ところで、スパイの職務を果たすには「目立たない=華がない」がイイような気がするが、そうすると華がなく腹芸の出来るUK俳優の独擅場とも言える(?)この作品(笑)。『ダークナイト・ライジング』とは別人のトム・ハーディには驚いたし、ピーター・ギラム役でドキドキハラハラの美味しいシーンをもらったベネディクト・カンバーバッチはラッキーだったねだし、コントロール役のジョン・ハートは枯れても色気があるしで楽しませてもらった。
だけど、やっぱり一番好きなのはゲイリー・オールドマンだなぁ。穏やかな老紳士の瞳がアップになると・・・・・、目が驚くほど生きている。その瞳の裏で何を考えているのか。深みのある本当にいい俳優だと思う。

TINKER TAILOR SOLDIER SPY
監督:トーマス・アルフレッドソン
(2012/11/24 ギンレイホール)

ドライヴ

スタイリッシュという言葉をどう使ってよいかわからず、あまり使ったことがなかったけれど、こういう作品をスタイリッシュというのだろうか。独自のスタイルがあると感じた。
色んなところにスタイルを感じたが、思い出せるのは二つくらい。強盗の後のカーチェイスのシーンで、同乗者の女性の表情をとらえるとともに、リアウインドウ越しに追いかけてきた車がクラッシュするのを写し込んでいる。また、名無しのドライバー(ライアン・ゴスリング)が、エレベーターで人妻だが相愛のアイリーン(キャリー・マリガン)に別れの(?)キスをするシーンのスローモーションも印象深い。

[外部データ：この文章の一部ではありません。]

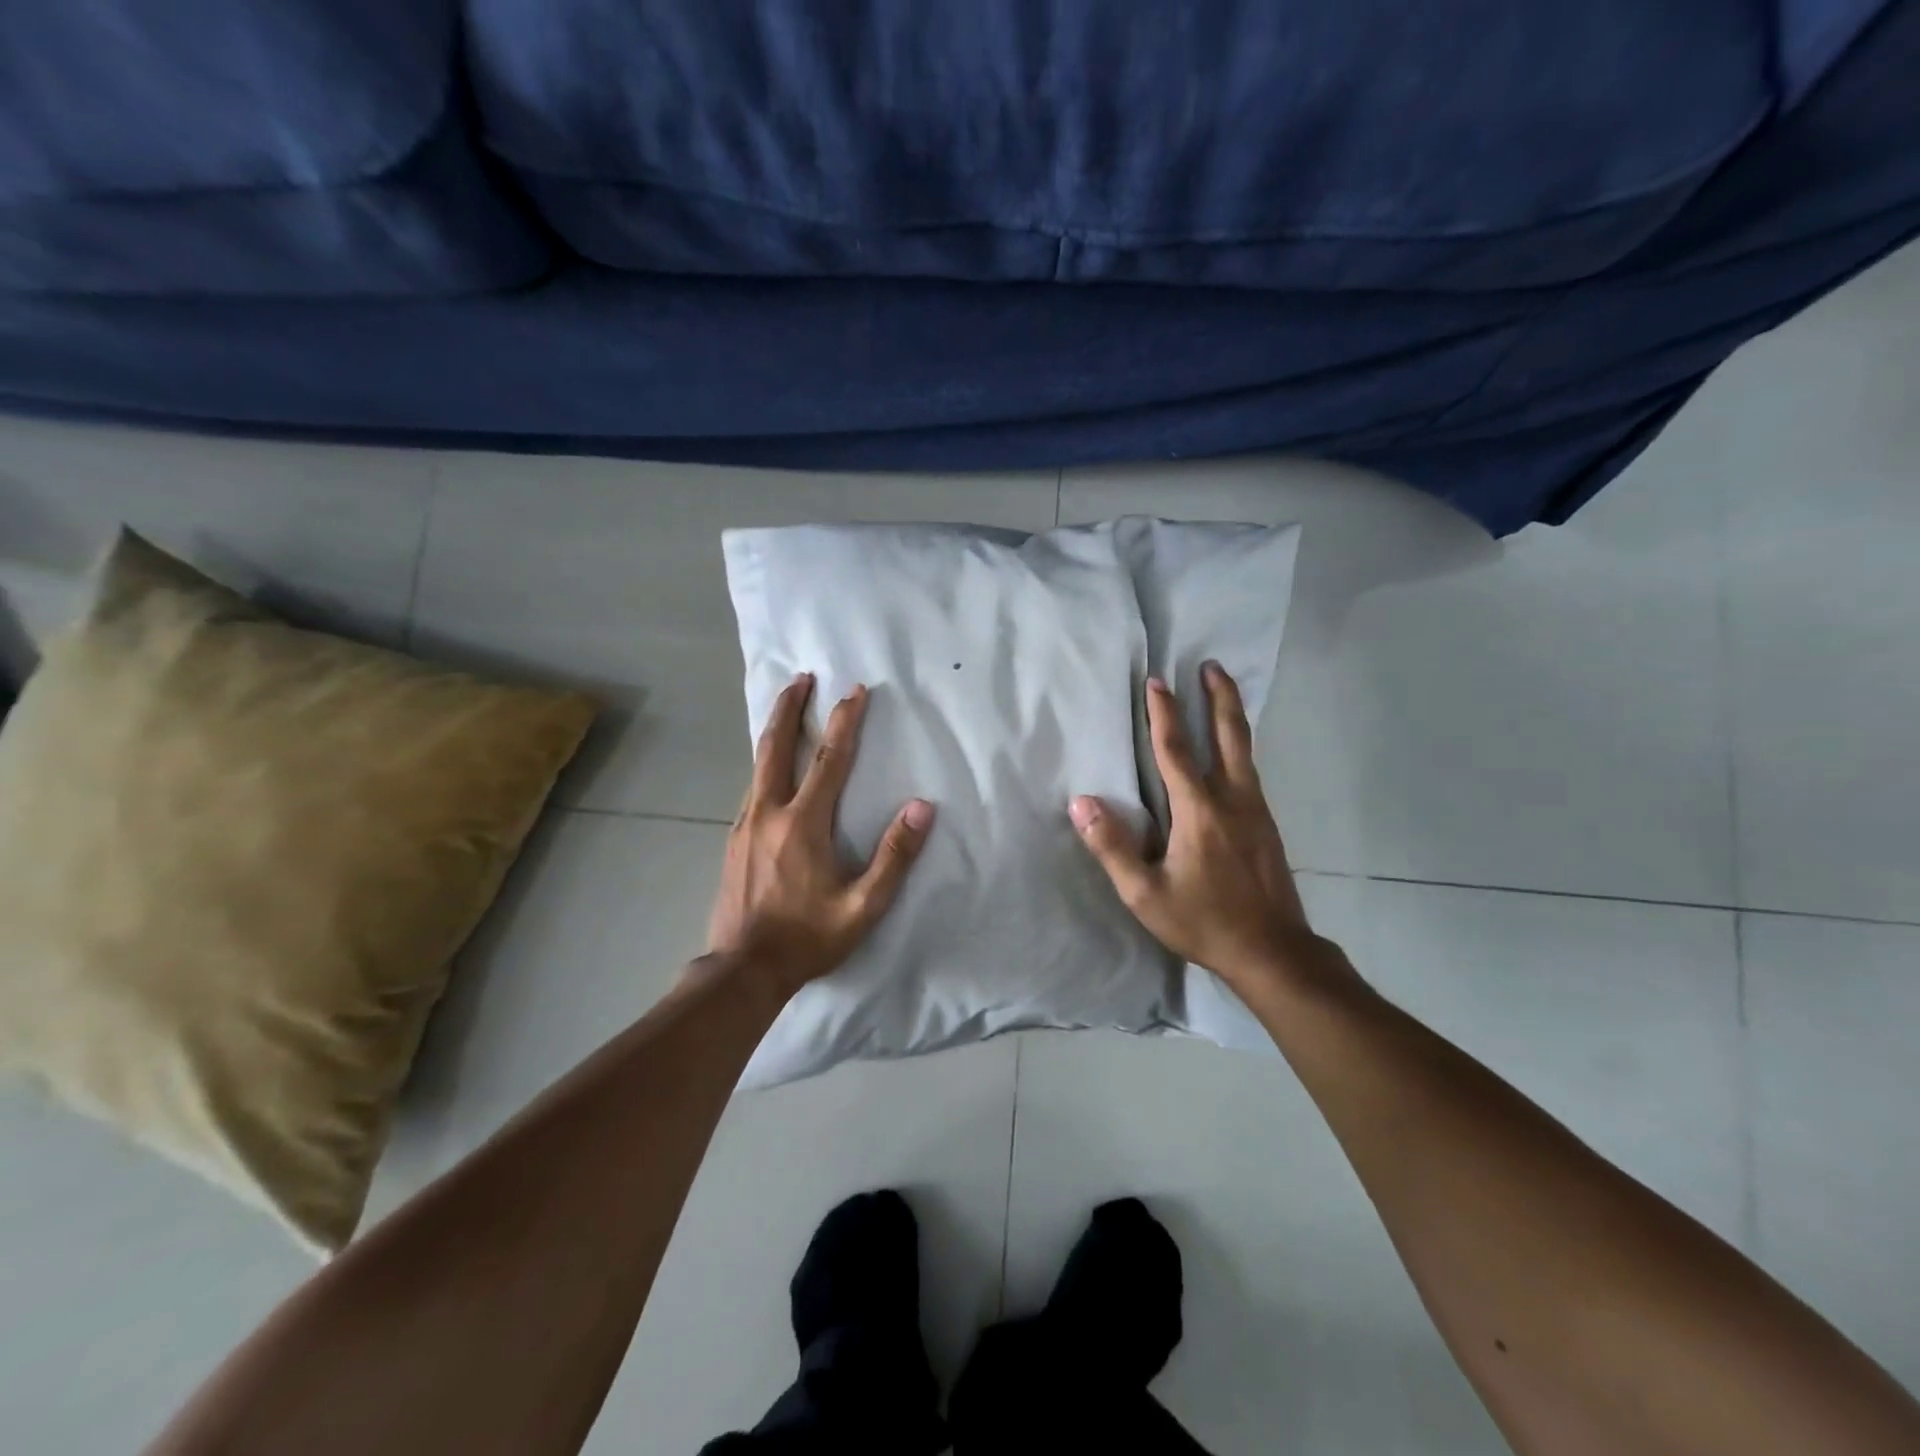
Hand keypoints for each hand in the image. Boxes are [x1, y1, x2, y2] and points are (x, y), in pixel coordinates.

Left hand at [707, 673, 934, 995]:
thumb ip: (894, 856)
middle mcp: (768, 812)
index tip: (855, 690)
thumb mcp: (863, 906)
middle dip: (790, 707)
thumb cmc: (807, 938)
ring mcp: (744, 825)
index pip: (828, 759)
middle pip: (776, 746)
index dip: (845, 721)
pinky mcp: (733, 840)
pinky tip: (771, 767)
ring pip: (758, 764)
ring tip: (785, 707)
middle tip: (800, 677)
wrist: (742, 969)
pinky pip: (751, 787)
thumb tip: (922, 808)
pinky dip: (764, 762)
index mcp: (802, 824)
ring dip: (774, 730)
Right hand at [1070, 662, 1332, 995]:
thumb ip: (1111, 847)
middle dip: (1218, 697)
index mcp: (1198, 811)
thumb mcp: (1145, 894)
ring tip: (1224, 690)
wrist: (1273, 952)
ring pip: (1245, 750)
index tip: (1156, 681)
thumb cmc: (1204, 922)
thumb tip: (1081, 802)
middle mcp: (1232, 800)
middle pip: (1228, 736)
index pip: (1175, 751)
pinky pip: (1251, 771)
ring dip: (1231, 716)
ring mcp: (1256, 810)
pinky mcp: (1267, 825)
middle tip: (1212, 664)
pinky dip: (1240, 746)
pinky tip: (1234, 752)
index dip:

お話はありがちだけど(どっかで『シェーン』みたいと書いてあるのを読んだ)、スタイリッシュな演出のお陰で退屈するヒマはない。それよりワタクシ的には、主人公の名無しのドライバーに難ありだ。無口はまあよい。プラトニックもまあよい。アイリーンの息子に対する優しさは、なかなかよい。サテンの生地にスコーピオンのジャケットもまだよい。逃走時のドライバーとして強盗に荷担するのは穏やかではないが、まあ、娯楽映画と思えばいいんじゃないの。ただし、愛する女性を守るため、命を賭しての大殺戮。これには思いっきり引いた。仮に私を守るためであったとしても、そんなことをする人には一瞬にして恋も冷める。ロマンチックでもヒロイックでもない描かれ方のため、うへぇと逃げ出したくなった。